11:20 pm – Hollywood and Highland is a nightmare. I can’t believe tourist get tricked into coming here and they end up taking pictures of Lorenzo Lamas’ star on the Walk of Fame. This deserves its own column. I truly think this area might be hell on earth.

12:00 pm – Listen to Ryan Adam’s new album Easy Tiger on the way home. (see below) It’s good, sort of “dad rock”, but good. Ryan Adams gets a lot of flack but anybody that dated Parker Posey is cool in my book. Man that kid in the wizard outfit was cool……

Bloggers who live in glass houses should not throw stones or iPhones for that matter..

The author of Misanthropy Today has developed a severe distaste for all things Apple. Most of his venom has been saved for the misguided “sheep” he feels have been connived into “needing” products that are inferior and overrated due to Apple’s irresistible marketing campaigns.
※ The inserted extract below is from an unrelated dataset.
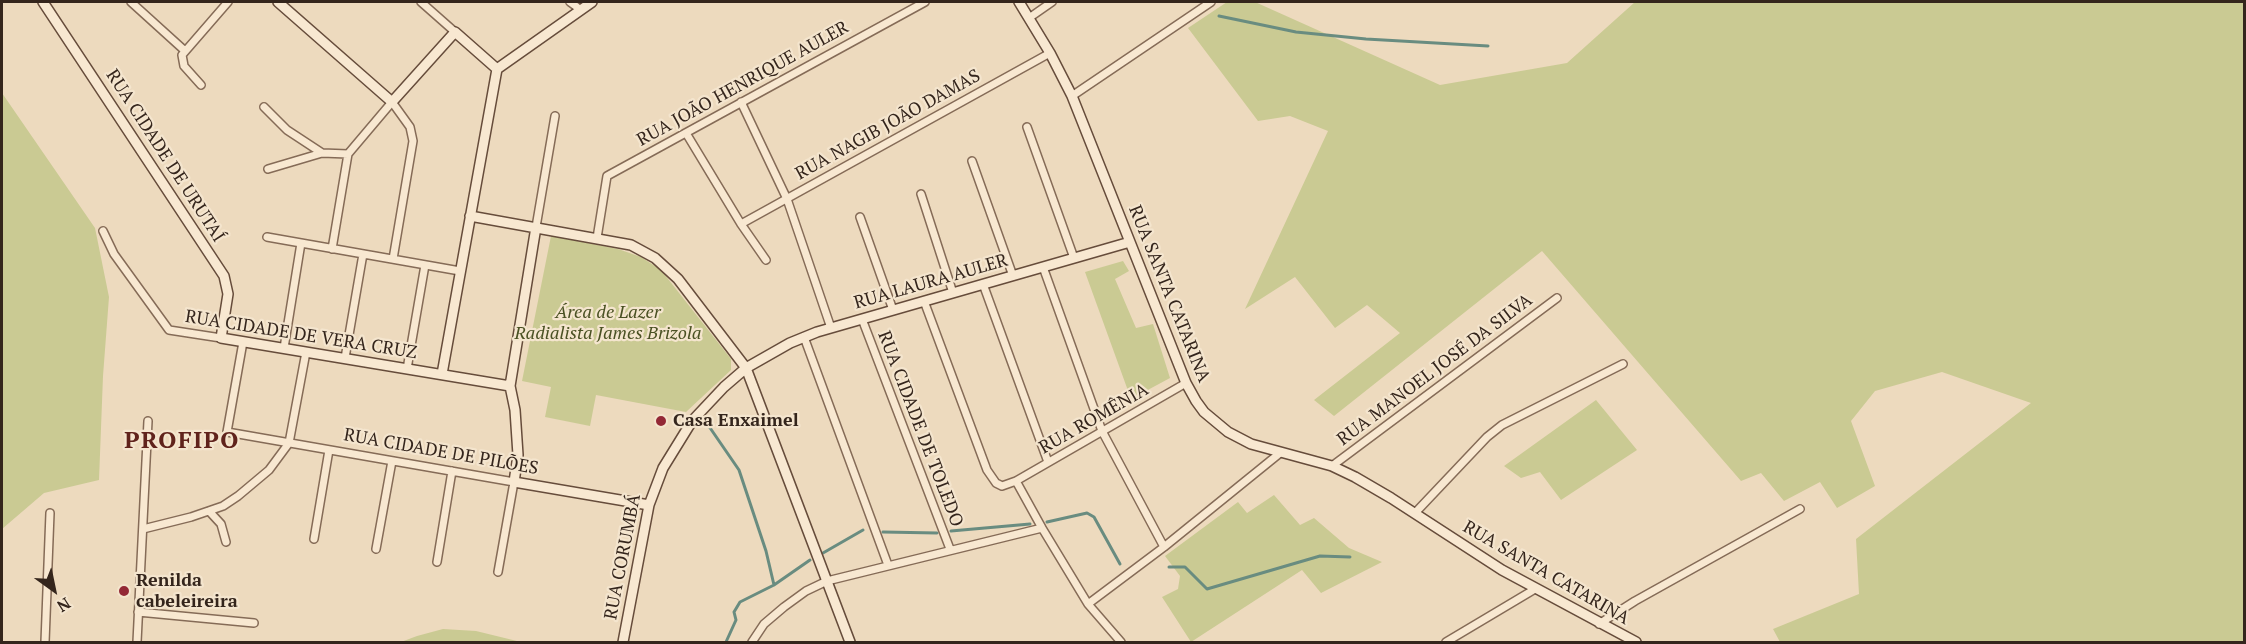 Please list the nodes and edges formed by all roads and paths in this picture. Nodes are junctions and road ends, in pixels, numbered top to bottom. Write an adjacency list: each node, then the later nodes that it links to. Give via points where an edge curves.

Undoubtedly, most consumers who buy a MacBook Pro will never use it for pusuits more ambitious than surfing the Internet. An even larger contingent are most likely a tad bit overzealous in their collection of iPods and associated accessories for different activities and functions. (car, gym, bowel movements, reincarnation, etc.) However, the aforementioned argument is full of inconsistencies, and lacks a general cohesiveness often displayed by blathering, right wing pundits such as Bill O’Reilly and Rush Limbaugh whose main aim is to provoke. The author is quick to condemn and criticize without offering any discernible solutions or suggestions, thereby making the grave error of failing to look in the mirror. The expression “To thine own self be true” has never been more pertinent and fitting in this case. Unwittingly, he is guilty of the same hypocrisy and transgression that plagues the ignorant, Trey Anastacio worshipping, peace loving, neo-hipie who proudly rocks a Che Guevara t-shirt. The following is the first of a 2 part series that examines this bitter individual’s entertaining yet flawed logic:

  • Et tu Brutus? The author would have us believe he is holier than thou, leading a Howard Roark/Ted Kascyzski like existence devoid of any of the influences of pop culture and US Weekly. Look closer however, and we see the author is just as guilty to the influences imposed by Madison Avenue. Except given his camo capris, soccer jersey and Diesel kicks perhaps the author resides in the far classier demographic that is partial to dancing up a storm to the latest, Tiesto anthem in an Ibiza nightclub while splitting another “mollie” with his “mate”. I’ll spend my time drinking Stella, listening to the new Interpol album in my friend “Dave’s” well decorated apartment any day of the week rather than being knee deep in foam while some ass clown waves a union jack to the pulsating beat of Paul Van Dyk.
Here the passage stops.